■ Your objective ■
Tell how many lines of the data include the word "from". Nothing but the number belongs in the answer.

(Stored data)

========================

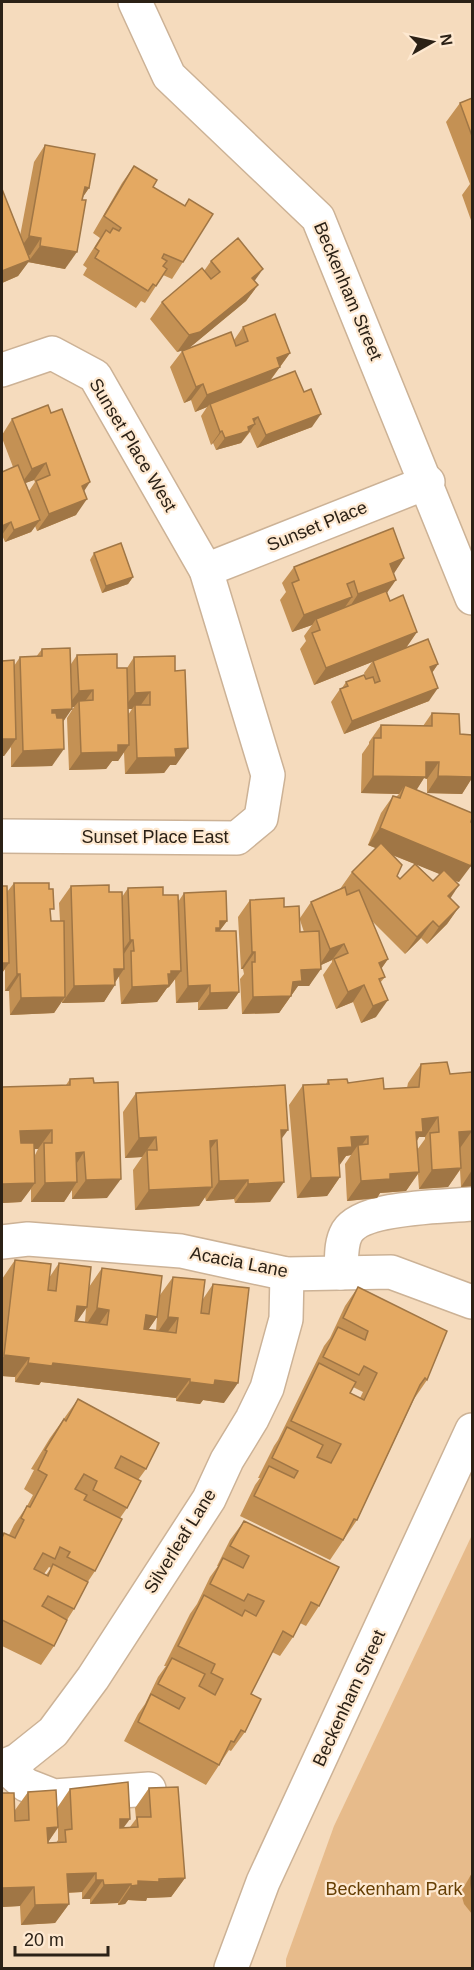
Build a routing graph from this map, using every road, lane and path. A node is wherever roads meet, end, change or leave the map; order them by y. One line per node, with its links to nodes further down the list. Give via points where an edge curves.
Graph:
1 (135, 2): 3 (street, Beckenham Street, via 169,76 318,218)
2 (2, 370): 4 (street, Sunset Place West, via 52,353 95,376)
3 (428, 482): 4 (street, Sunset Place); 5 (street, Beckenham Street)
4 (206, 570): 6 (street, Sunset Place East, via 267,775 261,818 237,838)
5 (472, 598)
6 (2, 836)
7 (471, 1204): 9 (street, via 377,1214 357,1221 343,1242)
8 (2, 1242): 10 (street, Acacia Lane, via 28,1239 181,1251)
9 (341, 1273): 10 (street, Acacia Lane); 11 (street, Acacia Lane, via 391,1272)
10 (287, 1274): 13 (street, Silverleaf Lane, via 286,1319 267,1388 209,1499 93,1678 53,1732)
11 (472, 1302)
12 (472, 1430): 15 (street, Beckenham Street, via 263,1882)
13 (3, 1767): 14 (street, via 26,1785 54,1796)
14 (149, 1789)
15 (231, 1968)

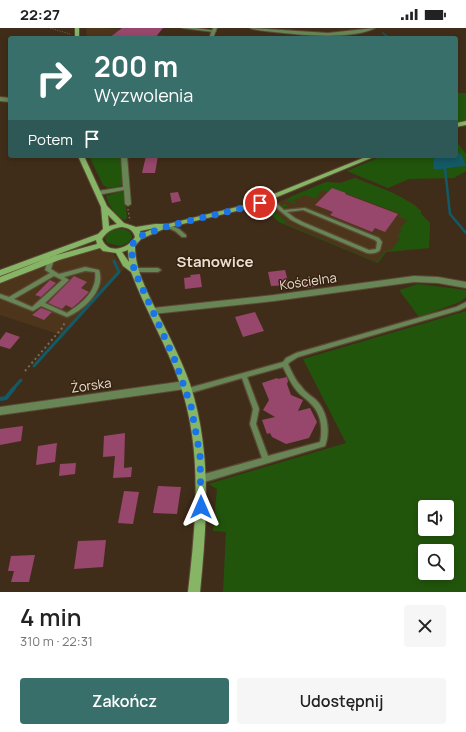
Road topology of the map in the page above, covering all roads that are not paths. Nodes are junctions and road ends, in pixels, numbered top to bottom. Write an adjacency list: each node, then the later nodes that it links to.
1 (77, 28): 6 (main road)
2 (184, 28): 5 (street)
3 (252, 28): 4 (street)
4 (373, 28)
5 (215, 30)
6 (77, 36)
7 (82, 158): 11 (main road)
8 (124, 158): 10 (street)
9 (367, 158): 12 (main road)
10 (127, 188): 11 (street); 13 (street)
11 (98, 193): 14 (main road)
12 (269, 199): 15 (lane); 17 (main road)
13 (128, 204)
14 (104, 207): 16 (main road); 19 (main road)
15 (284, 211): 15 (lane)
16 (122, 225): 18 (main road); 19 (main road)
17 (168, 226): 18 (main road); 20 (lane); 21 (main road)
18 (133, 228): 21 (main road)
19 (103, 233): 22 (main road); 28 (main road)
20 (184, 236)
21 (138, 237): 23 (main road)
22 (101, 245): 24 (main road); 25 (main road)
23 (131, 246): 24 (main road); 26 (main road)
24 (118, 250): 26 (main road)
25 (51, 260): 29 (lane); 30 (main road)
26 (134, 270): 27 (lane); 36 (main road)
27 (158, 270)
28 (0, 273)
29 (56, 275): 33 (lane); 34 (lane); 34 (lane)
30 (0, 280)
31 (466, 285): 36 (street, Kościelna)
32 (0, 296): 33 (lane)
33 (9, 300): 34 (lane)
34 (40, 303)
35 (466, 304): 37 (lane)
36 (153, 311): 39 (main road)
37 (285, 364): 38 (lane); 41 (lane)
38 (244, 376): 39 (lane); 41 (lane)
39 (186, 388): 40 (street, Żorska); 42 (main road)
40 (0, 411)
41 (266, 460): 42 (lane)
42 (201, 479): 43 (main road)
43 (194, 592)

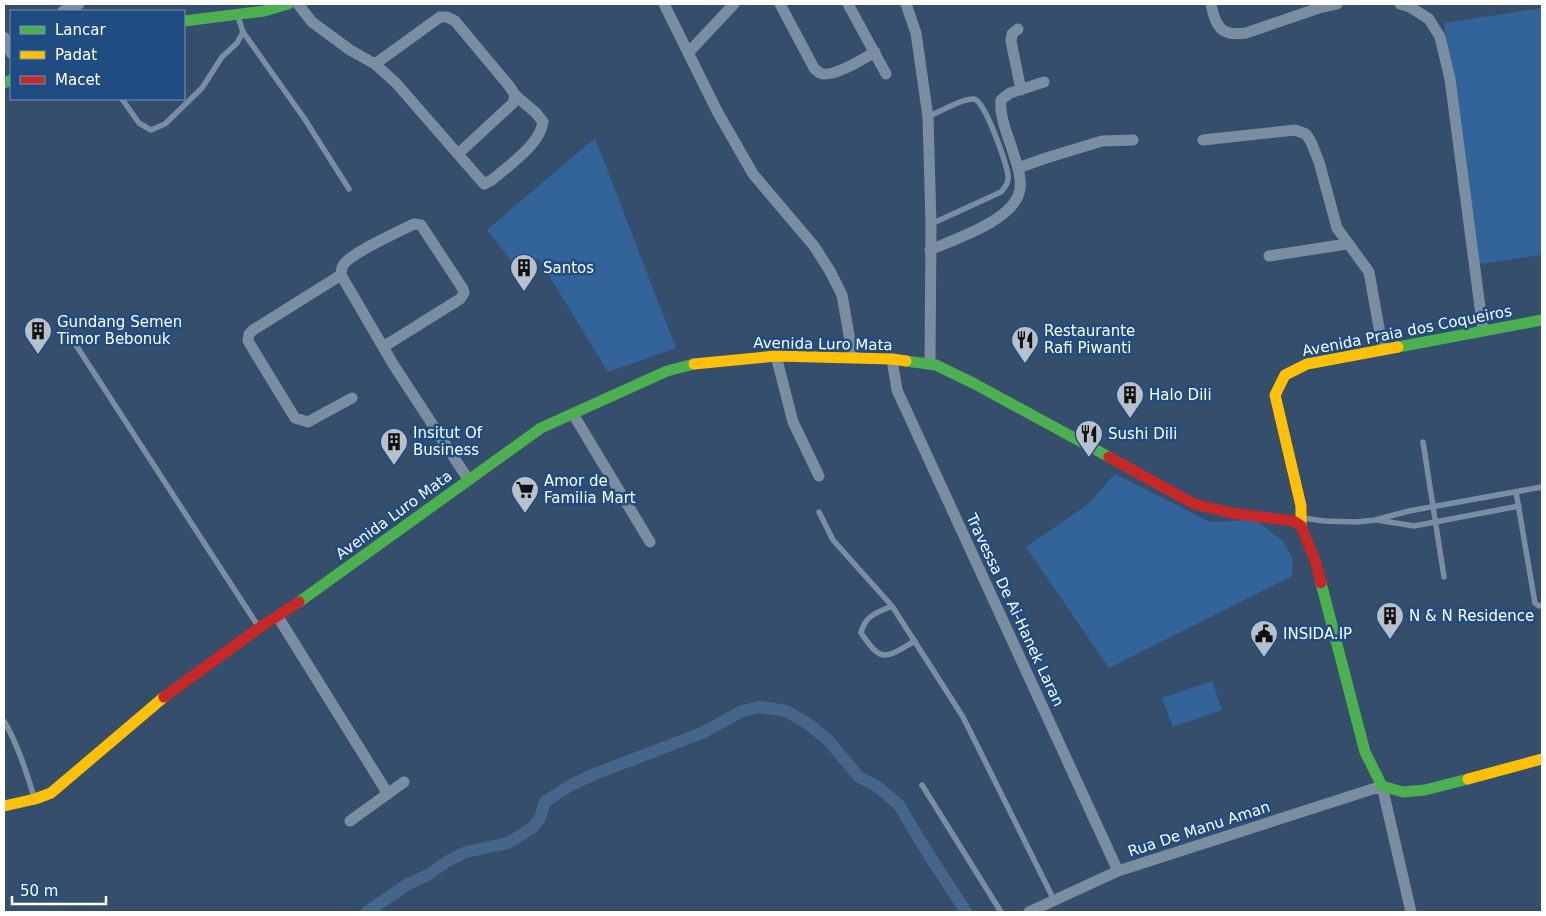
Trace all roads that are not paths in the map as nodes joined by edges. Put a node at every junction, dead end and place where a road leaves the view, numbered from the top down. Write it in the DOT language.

========================

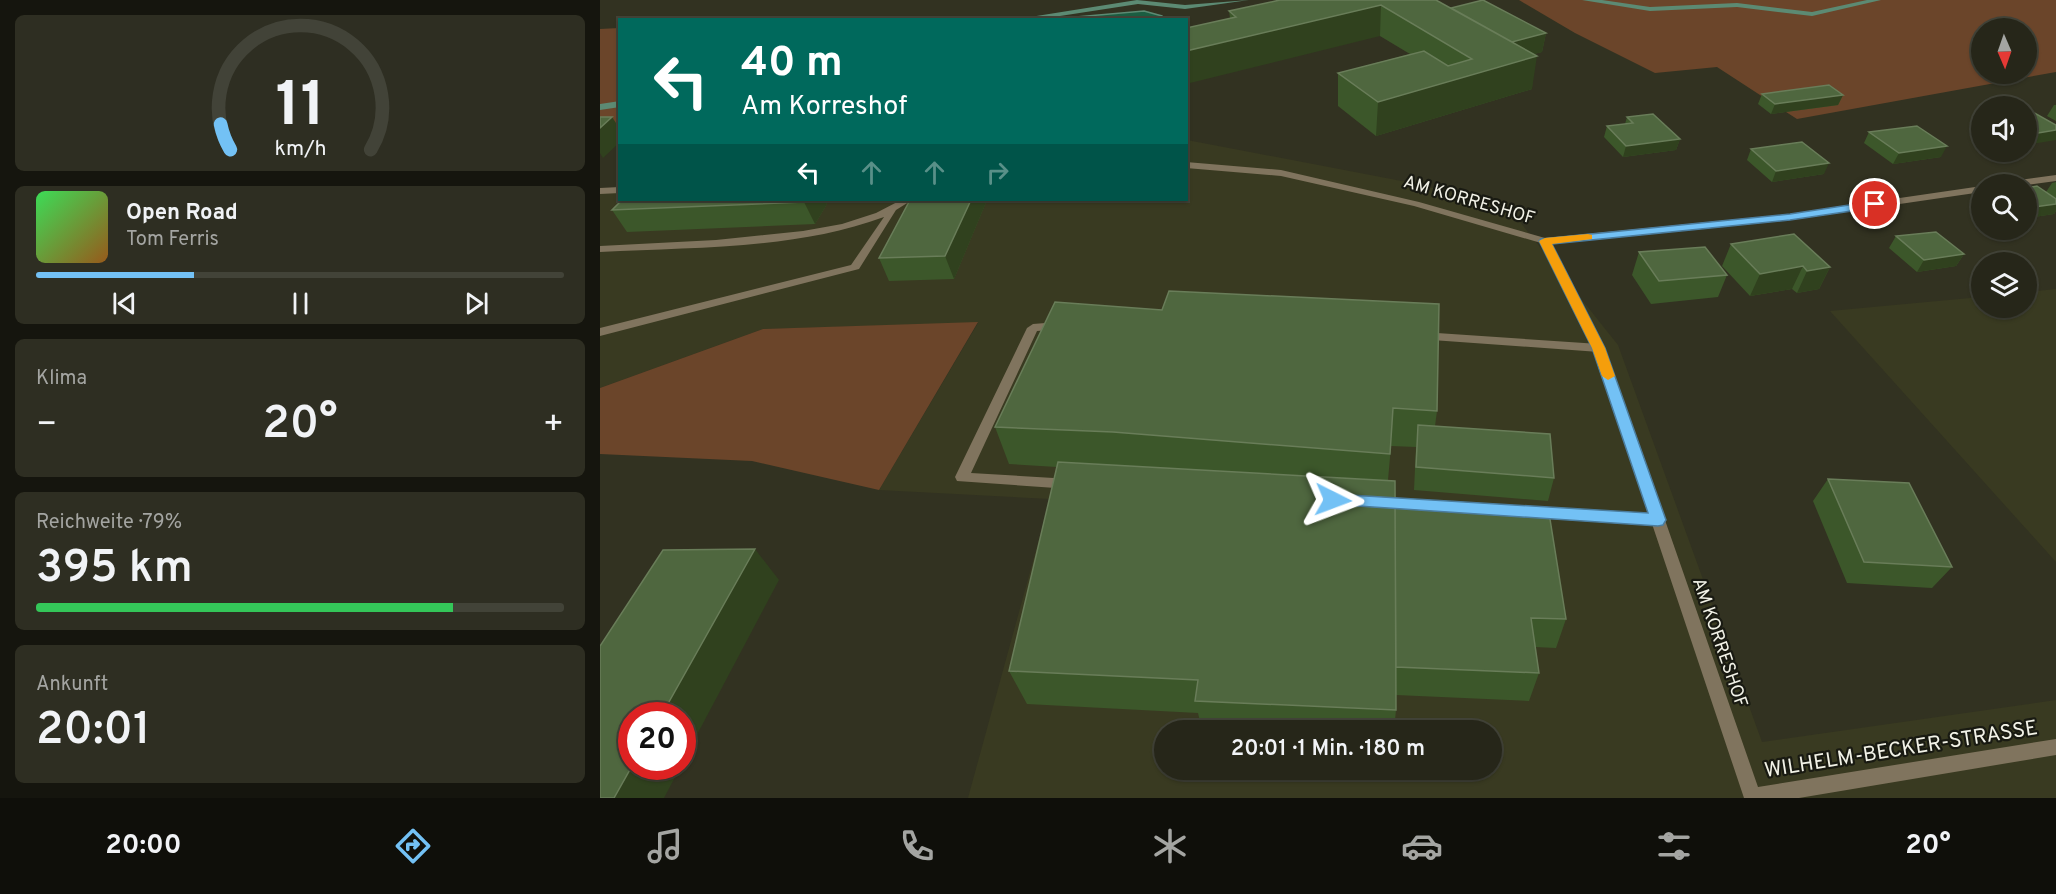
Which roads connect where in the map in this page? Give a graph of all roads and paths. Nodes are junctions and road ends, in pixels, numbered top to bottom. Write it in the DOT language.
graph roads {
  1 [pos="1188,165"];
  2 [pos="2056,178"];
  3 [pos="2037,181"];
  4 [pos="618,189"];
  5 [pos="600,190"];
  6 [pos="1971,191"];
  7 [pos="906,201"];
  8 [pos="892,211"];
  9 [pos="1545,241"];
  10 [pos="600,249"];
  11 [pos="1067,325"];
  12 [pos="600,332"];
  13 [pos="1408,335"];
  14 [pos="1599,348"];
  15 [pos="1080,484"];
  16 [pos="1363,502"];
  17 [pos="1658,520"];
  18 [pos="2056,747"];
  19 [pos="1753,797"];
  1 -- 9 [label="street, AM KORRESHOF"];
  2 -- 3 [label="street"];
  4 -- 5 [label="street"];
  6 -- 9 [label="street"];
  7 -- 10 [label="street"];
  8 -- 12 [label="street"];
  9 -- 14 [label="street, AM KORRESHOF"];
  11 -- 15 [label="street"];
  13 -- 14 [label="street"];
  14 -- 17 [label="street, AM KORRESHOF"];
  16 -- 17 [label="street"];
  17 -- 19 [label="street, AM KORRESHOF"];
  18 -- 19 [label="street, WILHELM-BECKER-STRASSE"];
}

========================

■ Task output ■
2